* _HOW TO COMPLETE THIS TASK_
An exact copy of every record, with no pictures, please.

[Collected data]
++++++++++++++++++++

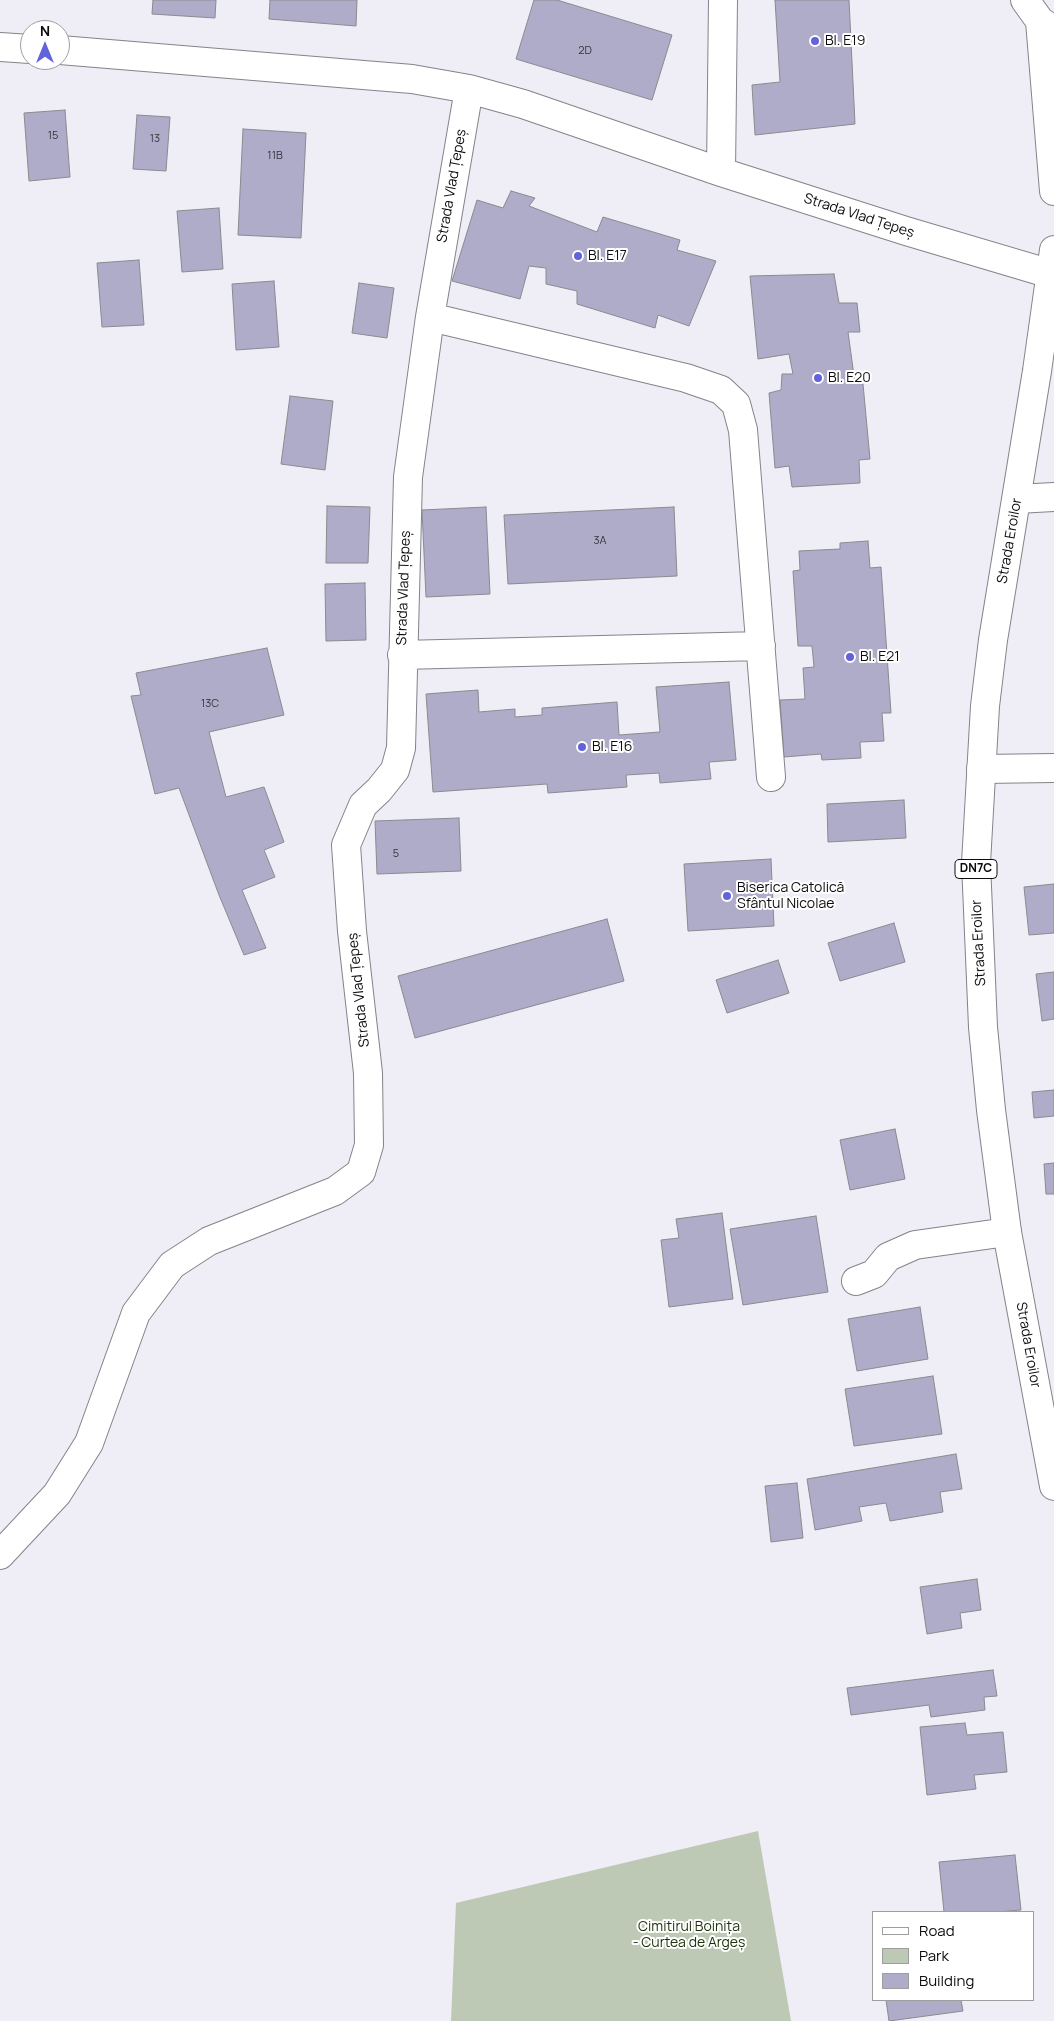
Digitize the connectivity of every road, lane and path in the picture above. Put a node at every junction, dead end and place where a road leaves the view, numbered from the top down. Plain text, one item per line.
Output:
1 (722, 0) edge
2 (1040, 17) edge
3 (0, 47) edge
4 (20, 48) edge
5 (70, 51) edge
6 (469, 90) junction
7 (721, 172) junction
8 (1054, 191) edge
9 (1052, 262) edge
10 (430, 317) junction
11 (1054, 497) edge
12 (1017, 499) junction
13 (761, 646) junction
14 (402, 655) junction
15 (1054, 768) edge
16 (981, 769) junction
17 (771, 776) dead end
18 (1007, 1232) junction
19 (856, 1281) dead end
20 (1054, 1486) edge
21 (0, 1555) edge

1 - 7 street
2 - 8 street
3 - 4 street
5 - 6 street, Strada Vlad Țepeș
6 - 7 street, Strada Vlad Țepeș
6 - 10 street, Strada Vlad Țepeș
7 - 9 street, Strada Vlad Țepeș
9 - 12 street, Strada Eroilor / DN7C
10 - 13 street
10 - 14 street, Strada Vlad Țepeș
11 - 12 street
12 - 16 street, Strada Eroilor / DN7C
13 - 14 street
13 - 17 street
14 - 21 street, Strada Vlad Țepeș
15 - 16 street
16 - 18 street, Strada Eroilor / DN7C
18 - 19 street
18 - 20 street, Strada Eroilor / DN7C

++++++++++++++++++++

* _PROBLEM SOLUTION_
Digitize the connectivity of every road, lane and path in the picture above. Put a node at every junction, dead end and place where a road leaves the view, numbered from the top down. Plain text, one item per line.
Output:
1 (722, 0) edge
2 (1040, 17) edge
3 (0, 47) edge
4 (20, 48) edge
5 (70, 51) edge
6 (469, 90) junction
7 (721, 172) junction
8 (1054, 191) edge
9 (1052, 262) edge
10 (430, 317) junction
11 (1054, 497) edge
12 (1017, 499) junction
13 (761, 646) junction
14 (402, 655) junction
15 (1054, 768) edge
16 (981, 769) junction
17 (771, 776) dead end
18 (1007, 1232) junction
19 (856, 1281) dead end
20 (1054, 1486) edge
21 (0, 1555) edge

1 - 7 street
2 - 8 street
3 - 4 street
5 - 6 street, Strada Vlad Țepeș
6 - 7 street, Strada Vlad Țepeș
6 - 10 street, Strada Vlad Țepeș
7 - 9 street, Strada Vlad Țepeș
9 - 12 street, Strada Eroilor / DN7C
10 - 13 street
10 - 14 street, Strada Vlad Țepeș
11 - 12 street
12 - 16 street, Strada Eroilor / DN7C
13 - 14 street
13 - 17 street
14 - 21 street, Strada Vlad Țepeș
15 - 16 street
16 - 18 street, Strada Eroilor / DN7C
18 - 19 street
18 - 20 street, Strada Eroilor / DN7C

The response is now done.